2.2.3. Mr. Jitendrakumar Rambaran Yadav submitted that as per the Code, when an IRP is appointed, the CD’s board is suspended, but individual directors and key managerial personnel (KMP) retain their responsibilities. In this case, the Pune plant remained under the supervision of CFO/KMP, Mr. Syed Aafaq Khuram, and HR & Administration Manager Mr. Vijay Manchekar. Despite this, the CFO/KMP provided misleading statements to the authorities, including the Enforcement Directorate and the AA. Notably, an accidental fire occurred at the Pune plant on 14.01.2020, affecting approximately 2,000 sq. ft., which was just 1.3% of the total 1,45,764 sq. ft. premises. The Fire Attendance Certificate issued by the Pimpri Chinchwad Municipal Corporation confirmed that the probable cause of the fire was an electrical short circuit. However, M/s HDFC ERGO, the insurance provider, arbitrarily repudiated the fire claim without adequate justification, failing to consult key agencies, including the Maharashtra Electricity Department.

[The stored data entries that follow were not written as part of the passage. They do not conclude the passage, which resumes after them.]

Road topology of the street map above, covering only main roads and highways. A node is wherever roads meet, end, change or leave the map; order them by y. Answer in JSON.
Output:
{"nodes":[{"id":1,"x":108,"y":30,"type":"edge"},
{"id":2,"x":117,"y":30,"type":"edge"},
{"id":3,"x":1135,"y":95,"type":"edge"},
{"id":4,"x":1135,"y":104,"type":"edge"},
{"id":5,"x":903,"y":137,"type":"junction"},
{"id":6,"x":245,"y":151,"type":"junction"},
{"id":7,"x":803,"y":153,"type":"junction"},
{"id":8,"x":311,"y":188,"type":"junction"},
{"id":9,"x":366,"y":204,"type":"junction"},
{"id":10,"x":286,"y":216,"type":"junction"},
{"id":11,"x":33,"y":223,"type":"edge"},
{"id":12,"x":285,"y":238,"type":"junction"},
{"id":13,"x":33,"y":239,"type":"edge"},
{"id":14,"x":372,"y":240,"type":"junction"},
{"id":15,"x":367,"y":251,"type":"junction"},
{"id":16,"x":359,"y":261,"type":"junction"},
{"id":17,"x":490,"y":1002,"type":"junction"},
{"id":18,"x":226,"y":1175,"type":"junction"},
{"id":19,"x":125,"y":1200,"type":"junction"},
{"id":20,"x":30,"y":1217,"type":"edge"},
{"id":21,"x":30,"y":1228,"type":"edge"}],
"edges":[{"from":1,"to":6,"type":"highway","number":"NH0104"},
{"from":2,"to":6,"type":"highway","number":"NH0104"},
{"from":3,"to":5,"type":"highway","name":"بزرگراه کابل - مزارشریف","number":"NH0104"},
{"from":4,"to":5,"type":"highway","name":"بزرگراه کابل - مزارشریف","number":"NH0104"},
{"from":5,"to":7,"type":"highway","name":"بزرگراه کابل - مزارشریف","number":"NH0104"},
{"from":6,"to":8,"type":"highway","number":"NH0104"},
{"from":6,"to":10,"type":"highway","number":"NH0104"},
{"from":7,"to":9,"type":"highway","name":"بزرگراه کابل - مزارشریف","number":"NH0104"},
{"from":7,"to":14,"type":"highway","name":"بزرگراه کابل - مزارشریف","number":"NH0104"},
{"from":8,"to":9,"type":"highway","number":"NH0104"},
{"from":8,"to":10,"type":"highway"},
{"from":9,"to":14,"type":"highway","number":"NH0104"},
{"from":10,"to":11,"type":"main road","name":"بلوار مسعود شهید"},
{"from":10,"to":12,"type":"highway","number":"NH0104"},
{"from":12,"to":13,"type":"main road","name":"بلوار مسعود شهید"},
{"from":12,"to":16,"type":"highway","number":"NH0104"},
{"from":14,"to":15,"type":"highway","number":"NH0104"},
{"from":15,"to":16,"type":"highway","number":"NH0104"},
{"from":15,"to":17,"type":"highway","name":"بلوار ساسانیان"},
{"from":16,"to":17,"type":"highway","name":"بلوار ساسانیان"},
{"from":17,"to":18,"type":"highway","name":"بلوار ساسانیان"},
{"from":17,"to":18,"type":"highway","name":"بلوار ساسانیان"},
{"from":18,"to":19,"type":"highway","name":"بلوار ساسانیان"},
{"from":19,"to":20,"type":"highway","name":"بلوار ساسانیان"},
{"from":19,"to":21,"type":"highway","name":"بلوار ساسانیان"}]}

2.2.4. Mr. Jitendrakumar Rambaran Yadav further submitted that he attempted to engage the fire consultants to challenge the insurer’s repudiation, but the CoC rejected the proposal. Mr. Jitendrakumar Rambaran Yadav also submitted that the repudiation of the fire insurance claim by HDFC ERGO was largely a result of numerous false, suspicious, and misleading statements made by the CFO/KMP, Mr. Syed Aafaq Khuram, to various parties, including the insurance company, surveyors, investigators, stakeholders, and Cosmos Bank. Specifically, the CFO/KMP’s claim of a loss amounting to ₹28.04 crores, as communicated to Cosmos Co-operative Bank Ltd. via letter dated 05.02.2020, significantly exceeded the actual value of assets across all plant locations (Mumbai, Pune, Gurugram), as per the valuation report conducted by IBBI-registered valuers. The CFO/KMP’s unwarranted and unethical actions, seemingly driven by ulterior motives, played a significant role in raising concerns with the insurance company (HDFC ERGO), ultimately leading to the claim being denied. It was also submitted by Mr. Jitendrakumar Rambaran Yadav that the business of the CD-1 had already been shifted to a sister concern in March 2018.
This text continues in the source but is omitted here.